Cook, E.R., Palmer, J.G., Cook, B.I., Hogg, A. and D'Arrigo, R.D. 2002. A multi-millennial palaeoclimatic resource from Lagarostrobos colensoi tree-rings at Oroko Swamp, New Zealand. Global and Planetary Change 33: 209-220.
What was done
The authors report the results of the first millennium-length tree ring chronology for New Zealand. Derived from long-lived silver pine trees (Lagarostobos colensoi) in the Oroko Swamp on the West Coast of South Island (43°14'S, 170°17'E, 110m), the chronology provides a history of Austral summer temperatures since 816 A.D. The period of greatest confidence in the record begins at 1200 and ends at 1957, after which the instrumental record is used to extend the temperature history up to 1999.
What was learned
No long-term trend was evident in the tree ring-derived Austral summer temperature record over the entire length of the study, including the overlapping instrumental portion of the record that extends from 1866 to 1999. Hence, neither the tree-ring data nor the actual temperature measurements from the area provide any support whatsoever for the climate-alarmist claim of "unprecedented" warming over the last hundred years.

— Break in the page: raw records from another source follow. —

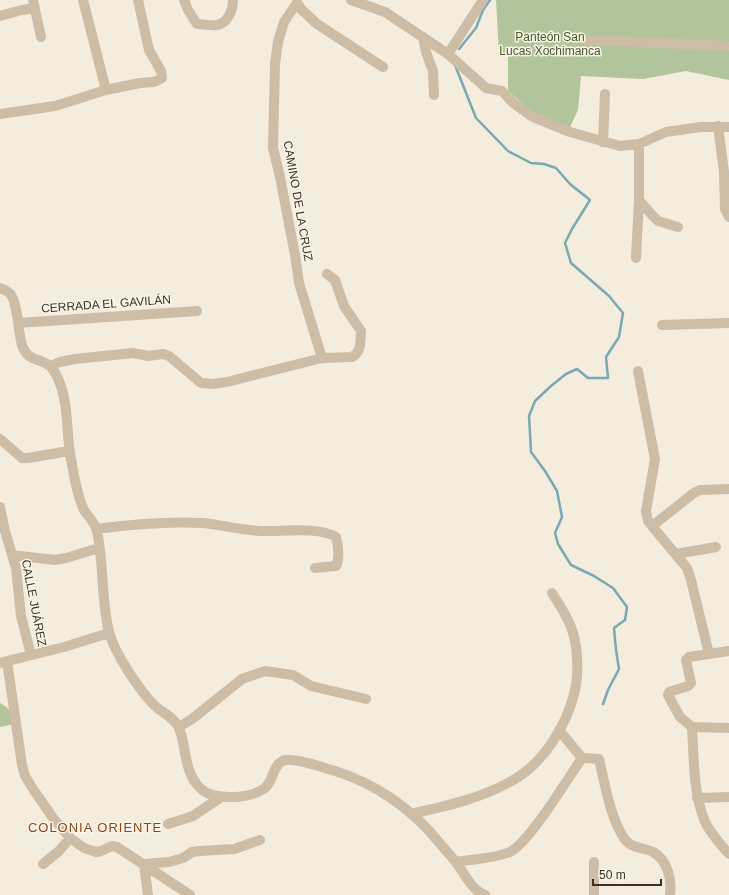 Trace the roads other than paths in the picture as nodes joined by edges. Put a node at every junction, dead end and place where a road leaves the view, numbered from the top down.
1 (83, 0) edge
2 (138, 0) edge
3 (184, 0) edge
4 (233, 0) edge
5 (351, 0) edge
6 (483, 0) edge
7 (297, 2) edge
8 (34, 4) edge
9 (0, 16) edge
10 (41, 37) dead end
11 (423, 37) junction
12 (585, 40) dead end
13 (729, 46) edge
14 (448, 54) junction
15 (383, 67) dead end
16 (106, 90) junction
17 (605, 94) dead end
18 (434, 95) dead end
19 (0, 114) edge
20 (718, 126) junction
21 (729, 127) edge
22 (603, 142) junction
23 (639, 144) junction
24 (638, 200) junction
25 (729, 217) edge
26 (678, 227) dead end
27 (636, 258) dead end
28 (326, 274) dead end
29 (0, 288) edge
30 (197, 310) dead end
31 (18, 323) junction
32 (729, 323) edge
33 (662, 325) dead end
34 (322, 358) junction
35 (51, 366) junction
36 (638, 370) dead end
37 (0, 439) edge
38 (69, 451) junction
39 (729, 489) edge
40 (0, 507) edge
41 (652, 526) junction
42 (96, 529) junction
43 (716, 547) dead end
44 (99, 548) junction
45 (676, 554) junction
46 (12, 555) junction
47 (315, 568) dead end
48 (552, 593) dead end
49 (110, 633) junction
50 (729, 651) edge
51 (709, 654) junction
52 (31, 655) junction
53 (4, 662) edge
54 (366, 699) dead end
55 (178, 727) junction
56 (692, 727) junction
57 (729, 728) edge
58 (559, 730) junction
59 (582, 758) junction
60 (221, 797) junction
61 (729, 797) edge
62 (697, 798) junction
63 (411, 814) junction
64 (168, 824) dead end
65 (70, 838) junction
66 (260, 840) dead end
67 (729, 854) edge
68 (456, 862) junction
69 (594, 862) dead end
70 (43, 864) dead end
71 (144, 864) junction
72 (148, 895) edge
73 (190, 895) edge
74 (485, 895) edge
75 (594, 895) edge
76 (670, 895) edge

1 - 16 street
2 - 16 street
3 - 4 street
5 - 11 street
6 - 14 street
7 - 15 street
7 - 34 street, CAMINO DE LA CRUZ
8 - 9 street
8 - 10 street
11 - 14 street
11 - 18 street
12 - 13 street
14 - 22 street
16 - 19 street
17 - 22 street
20 - 21 street
20 - 23 street
20 - 25 street
22 - 23 street
23 - 24 street
24 - 26 street
24 - 27 street
28 - 34 street
29 - 31 street
30 - 31 street, CERRADA EL GAVILÁN
31 - 35 street
32 - 33 street
34 - 35 street
35 - 38 street
36 - 41 street
37 - 38 street
38 - 42 street
39 - 41 street
40 - 46 street, CALLE JUÁREZ
41 - 45 street
42 - 44 street
42 - 47 street
43 - 45 street
44 - 46 street, CALLE JUÁREZ
44 - 49 street
45 - 51 street
46 - 52 street, CALLE JUÁREZ
48 - 58 street
49 - 52 street
49 - 55 street
50 - 51 street
51 - 56 street
52 - 53 street
53 - 65 street
54 - 55 street
55 - 60 street
56 - 57 street
56 - 62 street
58 - 59 street
58 - 63 street
59 - 68 street
59 - 76 street
60 - 63 street
60 - 64 street
61 - 62 street
62 - 67 street
63 - 68 street
65 - 70 street
65 - 71 street
66 - 71 street
68 - 74 street
69 - 75 street
71 - 72 street
71 - 73 street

In fact, say the authors, "the reconstruction indicates that there have been several periods of above and below average temperature that have not been experienced in the 20th century," indicative of the fact that New Zealand climate was much less variable over the last century than it was over the prior 700 years.
What it means
With absolutely no sign of anything unusual in terms of either temperature trends or variability over the 20th century in this record from "down under," there is little wonder that that hemisphere's John Daly is "still waiting for greenhouse" (see his website at www.john-daly.com).